Rate Freeze Yet Tightening? New York Stock Market Surprised After First Fed Meeting
On June 17 in New York, major U.S. equity indices fell despite the Federal Reserve’s decision to hold its benchmark rate steady, as markets focused on the prospect of future hikes. The S&P 500 dropped 1.2% to 7,420.10, the Dow Jones Industrial Average declined 1% to 51,492.55, and the Nasdaq Composite slid 1.3% to 26,021.66.
The Fed kept its policy rate unchanged at 3.50%–3.75% for a fourth consecutive meeting, but its dot plot turned markedly hawkish: nine of the 18 officials now anticipate at least one rate increase this year. The Fed’s statement all but removed guidance on the policy path, and Chair Jerome Powell announced the discontinuation of “forward guidance” and a comprehensive review of the Fed’s communications framework.
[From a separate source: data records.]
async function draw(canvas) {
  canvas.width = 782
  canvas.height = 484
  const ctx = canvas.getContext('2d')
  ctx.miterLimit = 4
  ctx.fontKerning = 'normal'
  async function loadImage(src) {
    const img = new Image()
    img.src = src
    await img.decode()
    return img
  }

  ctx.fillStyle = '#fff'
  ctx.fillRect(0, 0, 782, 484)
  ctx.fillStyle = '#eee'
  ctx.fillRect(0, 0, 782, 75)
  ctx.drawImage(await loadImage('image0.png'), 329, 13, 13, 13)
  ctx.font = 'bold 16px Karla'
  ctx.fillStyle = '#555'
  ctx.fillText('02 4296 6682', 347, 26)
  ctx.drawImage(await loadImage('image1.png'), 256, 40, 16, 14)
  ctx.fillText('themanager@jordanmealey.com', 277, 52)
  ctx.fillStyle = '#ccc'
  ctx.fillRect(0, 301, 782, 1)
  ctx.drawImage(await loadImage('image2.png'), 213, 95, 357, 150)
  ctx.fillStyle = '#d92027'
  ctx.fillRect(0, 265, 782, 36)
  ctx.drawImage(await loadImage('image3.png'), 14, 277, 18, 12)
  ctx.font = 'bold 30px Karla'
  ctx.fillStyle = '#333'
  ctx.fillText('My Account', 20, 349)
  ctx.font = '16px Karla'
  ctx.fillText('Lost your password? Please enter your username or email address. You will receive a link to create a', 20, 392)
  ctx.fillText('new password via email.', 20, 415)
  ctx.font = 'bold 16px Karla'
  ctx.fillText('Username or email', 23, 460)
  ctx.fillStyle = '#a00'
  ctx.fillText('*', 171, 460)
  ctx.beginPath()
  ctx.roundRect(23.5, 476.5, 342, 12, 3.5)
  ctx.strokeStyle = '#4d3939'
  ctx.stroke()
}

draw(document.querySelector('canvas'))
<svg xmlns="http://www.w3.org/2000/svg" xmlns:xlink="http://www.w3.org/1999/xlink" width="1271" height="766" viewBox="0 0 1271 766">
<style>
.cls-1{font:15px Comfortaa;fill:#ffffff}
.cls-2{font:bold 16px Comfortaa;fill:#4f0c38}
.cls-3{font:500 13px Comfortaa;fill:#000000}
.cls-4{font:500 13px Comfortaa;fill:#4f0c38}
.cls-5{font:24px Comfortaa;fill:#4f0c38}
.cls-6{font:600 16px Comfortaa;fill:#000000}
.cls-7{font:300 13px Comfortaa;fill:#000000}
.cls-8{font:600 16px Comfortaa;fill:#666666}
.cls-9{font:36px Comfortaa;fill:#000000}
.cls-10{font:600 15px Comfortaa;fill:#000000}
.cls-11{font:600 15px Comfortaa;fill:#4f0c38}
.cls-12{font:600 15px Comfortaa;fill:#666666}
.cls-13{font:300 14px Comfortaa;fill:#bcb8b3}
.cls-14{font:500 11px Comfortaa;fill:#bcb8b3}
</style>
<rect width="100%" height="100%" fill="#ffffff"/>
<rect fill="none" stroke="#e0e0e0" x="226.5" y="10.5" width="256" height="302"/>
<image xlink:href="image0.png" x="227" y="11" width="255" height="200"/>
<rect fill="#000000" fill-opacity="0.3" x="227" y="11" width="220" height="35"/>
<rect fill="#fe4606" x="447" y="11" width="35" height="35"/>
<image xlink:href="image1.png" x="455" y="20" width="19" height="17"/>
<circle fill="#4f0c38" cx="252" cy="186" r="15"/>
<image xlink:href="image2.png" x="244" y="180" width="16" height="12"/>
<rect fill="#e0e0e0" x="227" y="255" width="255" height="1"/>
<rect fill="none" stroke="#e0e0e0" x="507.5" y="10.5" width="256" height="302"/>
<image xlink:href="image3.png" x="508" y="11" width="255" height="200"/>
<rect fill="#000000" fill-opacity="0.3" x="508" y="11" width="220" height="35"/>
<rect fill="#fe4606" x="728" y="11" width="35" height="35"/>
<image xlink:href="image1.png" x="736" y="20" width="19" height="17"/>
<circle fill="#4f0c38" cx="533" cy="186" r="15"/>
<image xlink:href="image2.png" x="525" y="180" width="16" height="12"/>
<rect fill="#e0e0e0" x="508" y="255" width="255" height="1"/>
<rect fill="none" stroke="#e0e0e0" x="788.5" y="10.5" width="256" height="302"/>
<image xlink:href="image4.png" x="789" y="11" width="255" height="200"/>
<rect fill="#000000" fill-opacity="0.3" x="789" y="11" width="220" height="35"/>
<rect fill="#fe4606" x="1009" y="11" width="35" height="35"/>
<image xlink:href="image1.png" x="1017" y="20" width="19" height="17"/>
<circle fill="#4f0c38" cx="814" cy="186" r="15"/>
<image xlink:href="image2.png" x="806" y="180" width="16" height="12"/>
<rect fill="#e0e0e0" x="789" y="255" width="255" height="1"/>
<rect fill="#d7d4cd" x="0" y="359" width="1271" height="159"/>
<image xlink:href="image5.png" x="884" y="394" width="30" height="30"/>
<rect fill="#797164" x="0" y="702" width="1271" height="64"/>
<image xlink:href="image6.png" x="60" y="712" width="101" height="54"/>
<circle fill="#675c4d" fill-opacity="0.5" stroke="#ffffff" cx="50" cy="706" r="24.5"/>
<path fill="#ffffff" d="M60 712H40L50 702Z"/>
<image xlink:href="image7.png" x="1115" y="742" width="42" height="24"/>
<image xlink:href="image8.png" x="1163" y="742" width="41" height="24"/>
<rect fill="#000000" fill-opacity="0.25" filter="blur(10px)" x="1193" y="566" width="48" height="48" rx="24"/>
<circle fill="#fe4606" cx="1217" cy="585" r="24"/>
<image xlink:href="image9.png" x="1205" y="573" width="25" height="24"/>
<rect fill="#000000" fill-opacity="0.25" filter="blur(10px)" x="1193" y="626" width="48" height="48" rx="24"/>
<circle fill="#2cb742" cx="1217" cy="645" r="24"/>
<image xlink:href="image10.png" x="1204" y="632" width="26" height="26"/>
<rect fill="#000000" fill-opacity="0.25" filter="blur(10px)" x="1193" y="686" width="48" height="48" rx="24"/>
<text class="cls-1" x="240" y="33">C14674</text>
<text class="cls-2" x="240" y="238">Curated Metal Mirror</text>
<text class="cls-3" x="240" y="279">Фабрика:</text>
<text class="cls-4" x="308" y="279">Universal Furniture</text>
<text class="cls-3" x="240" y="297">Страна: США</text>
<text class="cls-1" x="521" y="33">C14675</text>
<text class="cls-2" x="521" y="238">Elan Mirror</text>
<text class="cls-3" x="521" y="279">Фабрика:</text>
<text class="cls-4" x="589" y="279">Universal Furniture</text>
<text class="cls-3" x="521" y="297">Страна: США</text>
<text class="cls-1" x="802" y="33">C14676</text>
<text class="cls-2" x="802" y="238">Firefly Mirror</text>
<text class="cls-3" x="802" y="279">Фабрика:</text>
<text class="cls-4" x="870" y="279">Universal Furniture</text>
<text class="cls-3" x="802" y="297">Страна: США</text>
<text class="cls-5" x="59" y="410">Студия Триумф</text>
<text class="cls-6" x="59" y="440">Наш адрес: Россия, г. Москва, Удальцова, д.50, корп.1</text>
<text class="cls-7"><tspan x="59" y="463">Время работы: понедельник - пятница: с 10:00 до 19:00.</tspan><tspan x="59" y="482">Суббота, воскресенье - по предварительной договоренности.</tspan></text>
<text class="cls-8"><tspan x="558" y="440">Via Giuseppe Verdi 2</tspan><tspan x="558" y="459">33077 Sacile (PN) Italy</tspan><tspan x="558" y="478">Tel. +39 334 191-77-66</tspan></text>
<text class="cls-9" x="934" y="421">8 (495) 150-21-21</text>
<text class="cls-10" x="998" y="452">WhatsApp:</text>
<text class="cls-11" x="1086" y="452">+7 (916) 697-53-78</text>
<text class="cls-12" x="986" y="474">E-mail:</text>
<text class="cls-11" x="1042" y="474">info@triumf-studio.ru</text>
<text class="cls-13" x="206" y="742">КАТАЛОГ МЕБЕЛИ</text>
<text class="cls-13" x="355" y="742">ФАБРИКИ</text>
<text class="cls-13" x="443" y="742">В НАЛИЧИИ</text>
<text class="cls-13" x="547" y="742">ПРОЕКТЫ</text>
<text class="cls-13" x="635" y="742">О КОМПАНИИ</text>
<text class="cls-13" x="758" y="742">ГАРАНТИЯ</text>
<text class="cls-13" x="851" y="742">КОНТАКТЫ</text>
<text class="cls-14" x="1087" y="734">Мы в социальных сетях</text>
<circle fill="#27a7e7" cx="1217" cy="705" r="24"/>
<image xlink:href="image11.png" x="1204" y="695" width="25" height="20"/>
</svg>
Rising policy uncertainty sent Treasury yields higher. The 10-year yield climbed to 4.49% from 4.43%, while the two-year yield jumped to 4.21% from 4.05%, reflecting renewed expectations for near-term rate hikes. Higher discount rates weighed on growth stocks, leading declines at large tech names such as Microsoft (–3.8%), Amazon (–3.5%) and Nvidia (–1.3%).
Real-economy data were mixed. May retail sales rose 0.9% month-over-month, beating forecasts and underscoring resilient U.S. consumer spending. By contrast, housing starts plunged 15.4%, highlighting the drag that elevated borrowing costs have imposed on construction. In earnings news, La-Z-Boy surged 14.8% after reporting stronger-than-expected results, while SpaceX slipped 4.9%, giving back gains after its post-listing rally amid profit-taking pressure.
On the global front, the extension of the Iran ceasefire and the reopening of the Strait of Hormuz to shipping drew attention. Brent crude eased to the high-$70s per barrel—down from over $100 at the conflict’s outset but still above pre-war levels. Although energy-driven inflation pressures have softened, the Fed’s renewed commitment to restoring price stability means investors should brace for increased volatility around upcoming inflation and employment releases and any shifts in Fed communications.